Government review of Lords must deal with need for elected upper chamber, says ERS

The Electoral Reform Society have released polling showing that just 10% of the public think that the House of Lords should remain a fully-unelected chamber.

The findings follow last night's announcement by the government that they will be launching a review into the powers of the House of Lords, led by Conservative hereditary peer Lord Strathclyde.

The polling, by BMG Research, found that 48% of the public think the Lords should be an elected chamber, while 22% back abolition. That compares to only one in ten who back the unelected status quo.

House of Lords Chamber (PD)

Darren Hughes, Deputy Chief Executive of the Electoral Reform Society, said:

"While this review is welcome, the public clearly want real reform of the House of Lords – not just tinkering around the edges. 70% want radical reform of our upper chamber, while only one in ten back the unelected status quo. The time for root and branch reform is now – it is simply wrong in a modern democracy for legislators to remain unelected.

"The government are tying themselves in knots over the question of Lords reform, with George Osborne saying he supports an elected upper house, while this review only looks at the issue of conventions. They shouldn't be making changes to our constitution out of partisan interest, just because they lost a couple of votes – they have to deal with the crux of the matter: the make-up of the constitutional calamity that is the House of Lords.

"Instead of simply emasculating our revising chamber, they should ensure it has the legitimacy it needs to be a real check on executive power. That can only happen through electing it.

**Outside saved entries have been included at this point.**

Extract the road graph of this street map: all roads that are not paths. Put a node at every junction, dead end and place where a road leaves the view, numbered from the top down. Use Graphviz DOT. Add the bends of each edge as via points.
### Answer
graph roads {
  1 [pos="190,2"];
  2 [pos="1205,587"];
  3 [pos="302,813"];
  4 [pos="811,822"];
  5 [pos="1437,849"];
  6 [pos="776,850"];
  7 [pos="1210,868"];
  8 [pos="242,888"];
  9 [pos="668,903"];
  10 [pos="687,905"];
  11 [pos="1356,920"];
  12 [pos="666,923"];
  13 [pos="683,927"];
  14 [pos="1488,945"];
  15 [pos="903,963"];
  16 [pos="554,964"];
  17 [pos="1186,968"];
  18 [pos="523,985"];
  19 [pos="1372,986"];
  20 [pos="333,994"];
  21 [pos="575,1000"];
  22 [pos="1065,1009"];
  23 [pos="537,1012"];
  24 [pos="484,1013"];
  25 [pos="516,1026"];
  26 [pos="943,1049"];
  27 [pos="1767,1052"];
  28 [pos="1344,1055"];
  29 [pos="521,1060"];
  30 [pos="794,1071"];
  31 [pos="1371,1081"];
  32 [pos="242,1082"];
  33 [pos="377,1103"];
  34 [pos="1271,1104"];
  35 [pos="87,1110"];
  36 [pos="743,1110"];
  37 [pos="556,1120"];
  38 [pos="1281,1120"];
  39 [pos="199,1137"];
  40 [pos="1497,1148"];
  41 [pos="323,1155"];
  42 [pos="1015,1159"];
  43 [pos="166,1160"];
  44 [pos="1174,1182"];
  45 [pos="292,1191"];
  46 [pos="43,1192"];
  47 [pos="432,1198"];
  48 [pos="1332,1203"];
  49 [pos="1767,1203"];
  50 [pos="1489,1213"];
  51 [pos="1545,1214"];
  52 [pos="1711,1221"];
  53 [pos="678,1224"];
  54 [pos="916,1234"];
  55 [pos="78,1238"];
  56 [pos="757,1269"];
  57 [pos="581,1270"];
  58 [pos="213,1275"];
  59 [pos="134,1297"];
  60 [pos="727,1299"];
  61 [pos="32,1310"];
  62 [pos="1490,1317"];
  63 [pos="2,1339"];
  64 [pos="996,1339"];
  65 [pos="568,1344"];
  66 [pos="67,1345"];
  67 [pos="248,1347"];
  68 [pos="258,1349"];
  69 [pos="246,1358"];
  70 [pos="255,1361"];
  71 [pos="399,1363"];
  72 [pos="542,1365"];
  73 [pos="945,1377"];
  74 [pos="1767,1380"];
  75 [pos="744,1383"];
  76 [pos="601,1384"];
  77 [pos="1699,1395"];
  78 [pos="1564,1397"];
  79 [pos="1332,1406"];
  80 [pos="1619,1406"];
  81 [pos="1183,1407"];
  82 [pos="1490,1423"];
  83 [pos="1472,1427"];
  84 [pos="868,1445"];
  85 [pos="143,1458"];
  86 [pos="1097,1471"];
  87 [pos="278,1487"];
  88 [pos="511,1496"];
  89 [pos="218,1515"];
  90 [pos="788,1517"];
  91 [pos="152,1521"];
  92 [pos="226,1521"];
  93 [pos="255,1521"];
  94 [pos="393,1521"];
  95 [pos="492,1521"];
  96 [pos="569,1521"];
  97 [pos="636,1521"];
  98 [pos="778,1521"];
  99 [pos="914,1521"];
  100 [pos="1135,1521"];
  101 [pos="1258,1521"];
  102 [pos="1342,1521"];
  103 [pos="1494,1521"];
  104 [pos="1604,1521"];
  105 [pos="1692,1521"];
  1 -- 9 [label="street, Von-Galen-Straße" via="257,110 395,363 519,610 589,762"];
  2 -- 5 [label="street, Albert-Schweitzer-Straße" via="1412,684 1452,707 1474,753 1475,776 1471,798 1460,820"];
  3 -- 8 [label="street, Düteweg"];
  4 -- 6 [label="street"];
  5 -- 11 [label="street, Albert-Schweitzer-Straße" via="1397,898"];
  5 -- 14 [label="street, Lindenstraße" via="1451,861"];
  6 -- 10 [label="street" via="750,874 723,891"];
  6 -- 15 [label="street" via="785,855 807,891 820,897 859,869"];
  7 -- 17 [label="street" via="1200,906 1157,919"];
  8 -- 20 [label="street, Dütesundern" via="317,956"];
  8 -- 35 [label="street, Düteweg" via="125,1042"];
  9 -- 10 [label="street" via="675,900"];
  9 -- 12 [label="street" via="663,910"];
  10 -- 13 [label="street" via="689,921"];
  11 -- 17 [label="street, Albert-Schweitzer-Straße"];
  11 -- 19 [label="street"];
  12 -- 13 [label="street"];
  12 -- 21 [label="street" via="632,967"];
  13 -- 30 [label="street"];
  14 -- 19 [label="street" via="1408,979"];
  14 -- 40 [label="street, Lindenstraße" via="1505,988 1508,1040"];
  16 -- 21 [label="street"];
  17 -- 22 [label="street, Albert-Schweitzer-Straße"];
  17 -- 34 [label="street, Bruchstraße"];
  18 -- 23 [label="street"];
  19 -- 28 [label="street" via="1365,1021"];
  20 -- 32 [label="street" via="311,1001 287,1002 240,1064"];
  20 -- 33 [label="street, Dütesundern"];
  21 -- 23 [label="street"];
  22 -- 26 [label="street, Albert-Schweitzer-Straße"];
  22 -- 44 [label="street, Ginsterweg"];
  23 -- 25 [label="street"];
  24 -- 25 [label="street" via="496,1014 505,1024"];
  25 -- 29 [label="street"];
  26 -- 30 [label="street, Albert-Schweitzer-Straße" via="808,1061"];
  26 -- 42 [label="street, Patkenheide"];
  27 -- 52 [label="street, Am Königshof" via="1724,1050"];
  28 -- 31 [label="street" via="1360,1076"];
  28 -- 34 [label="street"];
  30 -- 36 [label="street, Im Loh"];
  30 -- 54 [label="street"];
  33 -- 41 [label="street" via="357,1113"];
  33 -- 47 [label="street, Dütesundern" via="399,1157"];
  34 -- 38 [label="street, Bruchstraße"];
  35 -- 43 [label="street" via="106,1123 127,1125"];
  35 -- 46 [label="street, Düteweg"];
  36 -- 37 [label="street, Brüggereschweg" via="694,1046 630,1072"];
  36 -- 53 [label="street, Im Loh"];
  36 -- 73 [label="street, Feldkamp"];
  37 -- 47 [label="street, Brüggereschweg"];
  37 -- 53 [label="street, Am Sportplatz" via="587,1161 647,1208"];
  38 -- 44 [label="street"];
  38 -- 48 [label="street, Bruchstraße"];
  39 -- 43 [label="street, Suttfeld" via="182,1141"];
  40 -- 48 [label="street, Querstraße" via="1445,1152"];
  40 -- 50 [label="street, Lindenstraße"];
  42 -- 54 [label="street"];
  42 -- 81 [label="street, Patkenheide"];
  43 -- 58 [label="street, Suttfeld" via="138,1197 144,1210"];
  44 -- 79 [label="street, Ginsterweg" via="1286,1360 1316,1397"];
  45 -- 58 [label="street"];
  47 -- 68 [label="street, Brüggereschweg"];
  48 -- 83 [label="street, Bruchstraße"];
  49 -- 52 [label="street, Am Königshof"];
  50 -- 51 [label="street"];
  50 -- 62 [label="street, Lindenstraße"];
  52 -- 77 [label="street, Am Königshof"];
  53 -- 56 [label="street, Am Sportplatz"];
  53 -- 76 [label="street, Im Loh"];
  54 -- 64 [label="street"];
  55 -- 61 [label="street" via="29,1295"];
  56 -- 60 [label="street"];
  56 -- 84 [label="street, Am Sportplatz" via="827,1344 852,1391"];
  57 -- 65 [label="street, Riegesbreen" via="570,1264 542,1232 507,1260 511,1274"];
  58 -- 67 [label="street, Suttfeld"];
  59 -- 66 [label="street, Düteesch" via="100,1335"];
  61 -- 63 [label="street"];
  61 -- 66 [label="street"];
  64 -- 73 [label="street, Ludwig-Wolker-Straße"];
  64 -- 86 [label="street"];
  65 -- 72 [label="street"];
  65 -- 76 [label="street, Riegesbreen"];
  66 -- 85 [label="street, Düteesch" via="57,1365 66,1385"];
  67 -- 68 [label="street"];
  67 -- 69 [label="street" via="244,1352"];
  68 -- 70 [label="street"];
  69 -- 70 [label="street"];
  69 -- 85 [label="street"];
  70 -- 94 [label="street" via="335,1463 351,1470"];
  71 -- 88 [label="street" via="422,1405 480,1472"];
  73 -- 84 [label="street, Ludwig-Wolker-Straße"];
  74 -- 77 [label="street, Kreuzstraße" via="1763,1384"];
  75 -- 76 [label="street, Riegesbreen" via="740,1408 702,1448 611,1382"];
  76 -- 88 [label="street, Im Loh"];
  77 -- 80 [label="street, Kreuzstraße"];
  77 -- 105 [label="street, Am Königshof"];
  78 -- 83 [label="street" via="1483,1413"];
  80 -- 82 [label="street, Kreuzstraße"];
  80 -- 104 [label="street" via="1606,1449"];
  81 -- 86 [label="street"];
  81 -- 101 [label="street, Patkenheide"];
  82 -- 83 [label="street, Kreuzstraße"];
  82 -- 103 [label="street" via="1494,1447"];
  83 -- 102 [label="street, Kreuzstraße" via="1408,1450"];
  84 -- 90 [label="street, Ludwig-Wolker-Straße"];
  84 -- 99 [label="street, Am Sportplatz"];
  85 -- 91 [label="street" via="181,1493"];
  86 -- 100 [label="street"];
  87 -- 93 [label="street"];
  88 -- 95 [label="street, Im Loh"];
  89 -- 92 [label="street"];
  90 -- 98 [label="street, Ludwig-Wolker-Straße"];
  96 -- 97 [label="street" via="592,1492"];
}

"This review needs opening up to the public. It can't be left to 'the great and the good' to decide on Britain's constitutional future behind closed doors. A national debate is now needed about the nature of the House of Lords – and it has to deal with the issue of electing all those who vote on our laws. It is expensive, over-sized and archaic – and the public know it.

"We have a crisis of democracy in this country – a government handed a majority on just 37% of the vote, and on the other side a house with too many political hacks and cronies. Two wrongs don't make a right, and two democratically-dubious chambers look pretty ridiculous shouting about each other's alleged illegitimacy."

Hughes added:

"Now's the time for looking at both Houses to deal with the democratic deficit in Britain – an unfair and out-of-date voting system in the Commons, and an expensive and archaic set-up in the Lords.

"The public won't settle for half-way house Lords reform. If the government is serious about dealing with the 'constitutional crisis' our democracy is in, they should ensure the public get a say at last in who represents us in the upper chamber."